If you've ever heard a school related speech in Japan, you know how much emphasis gets placed on the the idea that there will be/have been "tears and laughs, and hard times, and challenges, and happy memories, and fun, and upsetting moments, etc, etc." Japanese students are inundated with the idea that the entire spectrum of feeling is a valuable part of life.
Though this particular phrasing gets used by a lot of people in writing or blogging, you can also use it when you've recently had a particularly turbulent ride on the rollercoaster of life. Have you, say, won the lottery, been dumped, finally finished that novel you were working on, and found out that your favorite steampunk necklace was radioactive in the last week? それは喜怒哀楽な一週間です。

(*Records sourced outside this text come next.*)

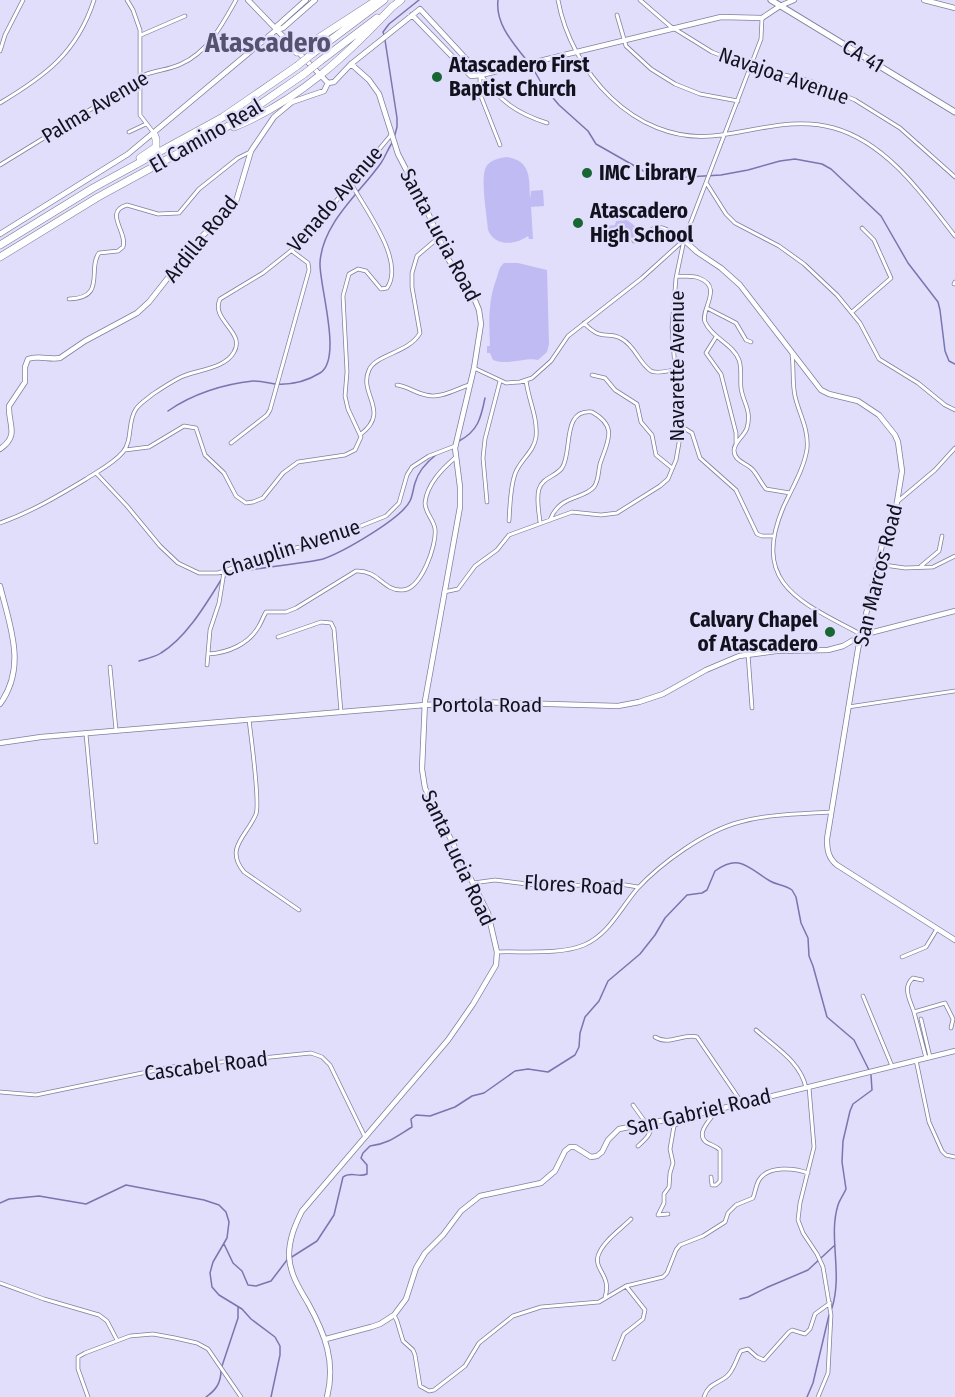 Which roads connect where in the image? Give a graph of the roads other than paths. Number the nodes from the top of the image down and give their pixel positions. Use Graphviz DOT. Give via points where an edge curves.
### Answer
graph roads {
  1 [pos="23,0"];
  2 [pos="94,0"];
  3 [pos="126,0"];
  4 [pos="236,0"];
  5 [pos="248,0"];
  6 [pos="377,0"];
  7 [pos="384,0"];
  8 [pos="401,0"];
  9 [pos="558,0"];
  10 [pos="640,0"];
  11 [pos="771,0"];
  12 [pos="794,0"];
  13 [pos="924,0"];
  14 [pos="310,1"];
  15 [pos="393,6"];
  16 [pos="780,6"];
  17 [pos="955,8"];
  18 [pos="412,15"];
  19 [pos="617,15"];
  20 [pos="185,16"];
  21 [pos="762,18"];
  22 [pos="674,28"];
  23 [pos="276,30"];
  24 [pos="141,35"];
  25 [pos="624,42"];
  26 [pos="0,51"];
  27 [pos="297,51"];
  28 [pos="576,53"];
  29 [pos="351,64"];
  30 [pos="751,67"];
  31 [pos="481,75"];
  32 [pos="320,77"];
  33 [pos="140,79"];
  34 [pos="328,83"];
  35 [pos="738,101"];
  36 [pos="0,103"];
  37 [pos="955,112"];
  38 [pos="547,123"];
  39 [pos="146,124"];
  40 [pos="129,132"];
  41 [pos="726,133"];
  42 [pos="154,134"];
  43 [pos="391,135"];
  44 [pos="210,137"];
  45 [pos="500,145"];
  46 [pos="251,151"];
  47 [pos="0,165"];
  48 [pos="127,170"];
  49 [pos="955,177"];
  50 [pos="351,183"];
  51 [pos="706,184"];
  52 [pos="862,228"];
  53 [pos="0,234"];
  54 [pos="955,236"];
  55 [pos="438,238"];
  56 [pos="684,240"];
  57 [pos="634,241"];
  58 [pos="0,245"];
  59 [pos="292,250"];
  60 [pos="0,257"];
  61 [pos="676,276"];
  62 [pos="69,299"];
  63 [pos="707,308"];
  64 [pos="852,312"];
  65 [pos="584,323"];
  66 [pos="716,337"];
  67 [pos="751,342"];
  68 [pos="792,352"];
  69 [pos="474,368"];
  70 [pos="674,370"];
  71 [pos="592,375"];
  72 [pos="526,380"];
  73 [pos="500,381"];
  74 [pos="471,384"];
  75 [pos="397,385"];
  76 [pos="955,410"];
  77 [pos="679,425"];
  78 [pos="361,434"];
  79 [pos="231,443"];
  80 [pos="736,443"];
  81 [pos="455,446"];
  82 [pos="955,448"];
  83 [pos="0,449"];
  84 [pos="125,450"];
  85 [pos="456,457"];
  86 [pos="672,468"];
  87 [pos="96,473"];
  88 [pos="790,493"];
  89 [pos="488,502"];
  90 [pos="897,502"];
  91 [pos="550,520"];
  92 [pos="509,521"];
  93 [pos="541,522"];
  94 [pos="0,523"];
  95 [pos="773,536"];
  96 [pos="942,536"];
  97 [pos="955,556"];
  98 [pos="878,564"];
  99 [pos="919,567"];
  100 [pos="225,572"];
  101 [pos="0,586"];
  102 [pos="444,592"];
  103 [pos="955,611"];
  104 [pos="862,635"];
  105 [pos="278,638"];
  106 [pos="208,654"];
  107 [pos="748,654"];
  108 [pos="207,665"];
  109 [pos="110,667"];
  110 [pos="955,691"];
  111 [pos="0,704"];
  112 [pos="425,705"];
  113 [pos="848,707"];
  114 [pos="752,708"];
  115 [pos="341,712"];
  116 [pos="249,720"];
  117 [pos="116,731"];
  118 [pos="86,734"];
  119 [pos="1,744"];
  120 [pos="831,812"];
  121 [pos="96,842"];
  122 [pos="473,884"];
  123 [pos="639,887"];
  124 [pos="299,909"];
  125 [pos="937,928"];
  126 [pos="955,940"];
  127 [pos="497,952"];
  128 [pos="902,957"];
  129 [pos="922,980"];
  130 [pos="862,996"];
  131 [pos="914,1012"];
  132 [pos="921,1019"];
  133 [pos="951,1028"];
  134 [pos="756,1030"];
  135 [pos="656,1037"];
  136 [pos="955,1052"];
  137 [pos="928,1057"];
  138 [pos="916,1060"];
  139 [pos="892,1066"];
  140 [pos="807,1088"];
  141 [pos="0,1092"];
  142 [pos="742,1103"];
  143 [pos="633,1105"];
  144 [pos="718,1109"];
  145 [pos="682,1117"];
  146 [pos="648,1123"];
  147 [pos="364,1137"];
  148 [pos="638,1146"];
  149 [pos="955,1157"];
  150 [pos="808,1173"];
  151 [pos="711,1177"];
  152 [pos="668,1214"];
  153 [pos="631,1219"];
  154 [pos="0,1283"];
  155 [pos="626,1286"];
  156 [pos="604,1299"];
  157 [pos="830,1303"];
  158 [pos="394,1315"];
  159 [pos="326,1339"];
  160 [pos="117,1340"];
  161 [pos="614,1359"];
  162 [pos="88,1397"];
  163 [pos="241,1397"];
  164 [pos="327,1397"];
  165 [pos="704,1397"];
  166 [pos="818,1397"];
  1 -- 26 [label="street"];
  2 -- 36 [label="street" via="79,35 56,65"];
  3 -- 24 [label="street" via="137,18"];
  4 -- 33 [label="street, Palma Avenue" via="219,31 192,58"];
  5 -- 23 [label="street"];
  6 -- 27 [label="highway"];
  7 -- 48 [label="highway, El Camino Real, bridge" via="223,117"];
  8 -- 15 [label="highway, El Camino Real"];
  9 -- 28 [label="street"];
  10 -- 22 [label="street, Navajoa Avenue"];
  11 -- 16 [label="main road, CA 41 / CA 41"];
  12 -- 16 [label="street"];
  13 -- 17 [label="street"];
  14 -- 23 [label="street, El Camino Real"];
  15 -- 32 [label="highway"];
  15 -- 44 [label="highway, El Camino Real, bridge" via="264,103"];
  16 -- 21 [label="street"];
  16 -- 37 [label="main road, CA 41 / CA 41"];
  18 -- 29 [label="street, Ardilla Road"];
  18 -- 31 [label="street" via="466,73"];
  18 -- 31 [label="street" via="420,9"];
  19 -- 25 [label="street"];
  20 -- 24 [label="street"];
  21 -- 22 [label="street" via="721,17"];
  21 -- 30 [label="street, Navarette Avenue" via="761,39"];
  22 -- 25 [label="street"];
  22 -- 30 [label="street, Navajoa Avenue" via="712,52"];
  23 -- 27 [label="street"];
  23 -- 42 [label="street, El Camino Real"];
  24 -- 33 [label="street"];
  25 -- 28 [label="street"];
  25 -- 35 [label="street" via="651,69 675,84 700,94"];
  27 -- 32 [label="street"];
  28 -- 31 [label="street"];
  28 -- 41 [label="street" via="608,94 643,120 681,134"];
  29 -- 34 [label="street, Ardilla Road" via="334,82"];
  29 -- 43 [label="street, Santa Lucia Road" via="376,89"];
  30 -- 35 [label="street, Navarette Avenue"];
  30 -- 49 [label="street, Navajoa Avenue" via="810,81 855,100 900,128"];
  31 -- 38 [label="street" via="511,108"];
  31 -- 45 [label="street" via="480,94"];
  32 -- 34 [label="street"];
  32 -- 44 [label="highway" via="250,119"];
  33 -- 39 [label="street" via="140,112"];
  33 -- 47 [label="street, Palma Avenue"];
  34 -- 46 [label="street, Ardilla Road" via="320,93 299,99 280,111"];
  35 -- 41 [label="street, Navarette Avenue"];
  39 -- 40 [label="street"];
  39 -- 42 [label="street"];
  41 -- 51 [label="street, Navarette Avenue"];
  41 -- 54 [label="street" via="796,124 825,126 852,134 902,172"];
  42 -- 48 [label="highway" via="154,149"];
  42 -- 53 [label="street, El Camino Real"];
  43 -- 50 [label="street, Venado Avenue"];
  43 -- 55 [label="street, Santa Lucia Road"];
  44 -- 60 [label="highway, El Camino Real" via="98,197"];
  46 -- 62 [label="street" via="199,189 179,213 158,214 127,205 120,208 116,219 124,237 123,247 99,253 93,287 81,297"];
  46 -- 83 [label="street, Ardilla Road" via="235,205 202,235 146,306 60,357 28,360 25,382 9,406 11,436"];
  48 -- 58 [label="highway, El Camino Real"];
  50 -- 59 [label="street, Venado Avenue" via="320,223"];
  50 -- 78 [label="street" via="385,244 391,265 387,288 381,289 358,269 349,274 344,291 345,396"];
  51 -- 56 [label="street, Navarette Avenue"];
  51 -- 64 [label="street" via="732,220 804,264"];
  52 -- 64 [label="street" via="874,240 891,279"];
  55 -- 69 [label="street, Santa Lucia Road" via="478,306 481,324"];
  55 -- 78 [label="street" via="417,256 412,273 420,333 397,353 371,367 367,386 375,412"];
  56 -- 57 [label="street" via="658,226"];
  56 -- 61 [label="street, Navarette Avenue"];
  56 -- 65 [label="street"];
  56 -- 68 [label="street, San Marcos Road" via="740,285"];
  59 -- 79 [label="street" via="308,263 309,270 270,410"];
  59 -- 84 [label="street, Venado Avenue" via="220,299 218,312 236,340 234,353 215,366 174,380 139,405"];
  61 -- 63 [label="street" via="698,277 706,282 711,291"];
  61 -- 70 [label="street, Navarette Avenue"];
  63 -- 66 [label="street" via="705,321"];
  63 -- 67 [label="street" via="736,323"];
  64 -- 76 [label="street" via="879,359"];
  65 -- 70 [label="street" via="598,335 618,337 630,344 651,371"];
  65 -- 72 [label="street" via="568,336 544,368"];
  66 -- 80 [label="street" via="706,353 721,374"];
  66 -- 80 [label="street" via="739,359 742,391 748,406 748,426"];
  68 -- 88 [label="street" via="795,397 807,441"];
  68 -- 90 [label="street, San Marcos Road" via="821,390 864,404 895,435 901,463"];
  69 -- 73 [label="street"];
  69 -- 74 [label="street, Santa Lucia Road"];
  70 -- 77 [label="street, Navarette Avenue"];
  71 -- 86 [label="street" via="602,376 635,402 641,422 652,435 656,455"];
  72 -- 73 [label="street"];
  72 -- 92 [label="street" via="536,438 514,476"];
  73 -- 89 [label="street" via="484,450"];
  74 -- 75 [label="street" via="437,396"];
  74 -- 81 [label="street, Santa Lucia Road"];
  77 -- 86 [label="street, Navarette Avenue" via="678,450"];
  77 -- 95 [label="street" via="692,433 700,458 736,490 757,534"];
  78 -- 84 [label="street" via="353,452 298,462 282,473 262,498 250,502 238,499 224,473 207,458 196,428 184,426 155,445"];
  80 -- 88 [label="street" via="736,457 752,469 764,486"];
  81 -- 85 [label="street, Santa Lucia Road"];
  81 -- 100 [label="street, Chauplin Avenue" via="412,467 399,503 386,516 321,542"];
  82 -- 90 [label="street"];
  84 -- 87 [label="street"];
  85 -- 102 [label="street, Santa Lucia Road" via="460,507"];
  85 -- 106 [label="street" via="439,474 425,502 435,536 428,566 410,588 395,590 374,574 356,571 296,608 266,612 247,640"];
  86 -- 91 [label="street, Navarette Avenue" via="660,486 617,513 575,512"];
  87 -- 94 [label="street" via="33,510"];
  87 -- 100 [label="street, Chauplin Avenue" via="178,563 199,573"];
  88 -- 95 [label="street"];
  90 -- 98 [label="street, San Marcos Road"];
  91 -- 93 [label="street, Navarette Avenue"];
  91 -- 93 [label="street" via="565,501 590,490 597,482 609,434 606,423 592,412 575,418 562,467 540,485 537,499"];
  93 -- 102 [label="street, Navarette Avenue" via="508,535 497,550 475,566 458,590"];
  95 -- 104 [label="street" via="773,563 785,585 808,604"];
  96 -- 99 [label="street" via="939,551"];
  97 -- 99 [label="street" via="933,567"];
  98 -- 99 [label="street"];
  98 -- 104 [label="street, San Marcos Road"];
  100 -- 106 [label="street"];
  101 -- 111 [label="street" via="16,658 12,681"];
  102 -- 112 [label="street, Santa Lucia Road"];
  103 -- 104 [label="street, Portola Road"];
  104 -- 107 [label="street, Portola Road" via="828,650"];
  104 -- 113 [label="street, San Marcos Road"];
  105 -- 115 [label="street" via="321,622 332,623"];
  106 -- 108 [label="street"];
  107 -- 112 [label="street, Portola Road" via="706,670 663,694 618,706 478,702"];
  107 -- 114 [label="street"];
  109 -- 117 [label="street"];
  110 -- 113 [label="street"];
  112 -- 115 [label="street, Portola Road"];
  112 -- 122 [label="street, Santa Lucia Road" via="424,784"];
  113 -- 120 [label="street, San Marcos Road"];
  115 -- 116 [label="street, Portola Road"];
  116 -- 117 [label="street, Portola Road"];
  116 -- 124 [label="street" via="257,812 238,843 238,866"];
  117 -- 118 [label="street, Portola Road"];
  118 -- 119 [label="street, Portola Road"];
  118 -- 121 [label="street"];
  120 -- 123 [label="street" via="731,824 669,861"];
  120 -- 125 [label="street, San Marcos Road" via="827,845 831,860"];
  122 -- 123 [label="street, Flores Road" via="495,880 552,886 614,883"];
  122 -- 127 [label="street, Santa Lucia Road" via="488,913"];
  123 -- 127 [label="street" via="611,924 582,946"];
  125 -- 126 [label="street, San Marcos Road"];
  125 -- 128 [label="street" via="926,947"];
  127 -- 147 [label="street, Santa Lucia Road" via="494,972 458,1026"];
  129 -- 131 [label="street" via="913,978 906,990"];
  130 -- 139 [label="street"];
  131 -- 133 [label="street" via="945,1003 953,1019"];
  131 -- 137 [label="street"];
  132 -- 137 [label="street"];
  134 -- 140 [label="street" via="796,1065"];
  135 -- 142 [label="street" via="669,1041 697,1037"];
  136 -- 137 [label="street, San Gabriel Road"];
  137 -- 138 [label="street, San Gabriel Road"];
  138 -- 139 [label="street, San Gabriel Road"];
  138 -- 149 [label="street" via="929,1122 942,1151"];
  139 -- 140 [label="street, San Gabriel Road"];
  140 -- 142 [label="street, San Gabriel Road"];
  140 -- 150 [label="street" via="814,1142"];
  141 -- 147 [label="street, Cascabel Road" via="36,1095 171,1067 316,1054 330,1065"];
  142 -- 144 [label="street, San Gabriel Road"];
  143 -- 146 [label="street"];
  144 -- 145 [label="street, San Gabriel Road"];
  144 -- 151 [label="street" via="702,1131 706,1142 720,1150 720,1181 712,1185"];
  145 -- 146 [label="street, San Gabriel Road"];
  145 -- 152 [label="street" via="674,1126 669,1187 658,1215"];
  146 -- 148 [label="street" via="648,1136"];
  146 -- 158 [label="street, San Gabriel Road" via="619,1129 597,1156 570,1147 555,1171 541,1183 480,1196 461,1211 425,1253 406,1299"];
  147 -- 159 [label="street, Santa Lucia Road" via="302,1211 290,1244 296,1284"];
  150 -- 155 [label="street" via="787,1169 768,1173 759,1179 753,1198 736,1205 725,1222 680,1245 663,1278"];
  150 -- 157 [label="street" via="798,1220 823,1267"];
  153 -- 156 [label="street" via="597,1258 606,1276 608,1288"];
  154 -- 160 [label="street" via="94,1312 107,1321"];
  155 -- 156 [label="street"];
  155 -- 161 [label="street" via="645,1310 643,1318 624,1334"];
  156 -- 158 [label="street" via="541,1307 513,1316 479,1342 465,1366 429,1391 420,1386 415,1355 403,1341"];
  157 -- 165 [label="street" via="815,1314 805,1335 792,1330 764,1360 748,1349 741,1351 728,1376 712,1384"];
  157 -- 166 [label="street" via="828,1373"];
  158 -- 159 [label="street" via="371,1328"];
  159 -- 164 [label="street, Santa Lucia Road" via="331,1362"];
  160 -- 162 [label="street" via="78,1357"];
  160 -- 163 [label="street" via="160,1334 202,1345"];
}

It can be used to talk about people who are over-emotional.
The construction above is only one way to do this, and I THINK (native speaker check, maybe?) that you could probably accomplish the same feat by reffering to a person as a 喜怒哀楽な人, or by merely saying 「あの人はちょっと。。。喜怒哀楽が。。。」 Gotta love the contextuality of Japanese. It's the other person's responsibility to understand what you're trying to say, even if you don't express it completely. Or at all.
My girlfriend's emotions change so fast that it's pretty trying. One second she's mad at me, the next it's back to lovey-dovey. It happens the other way around too...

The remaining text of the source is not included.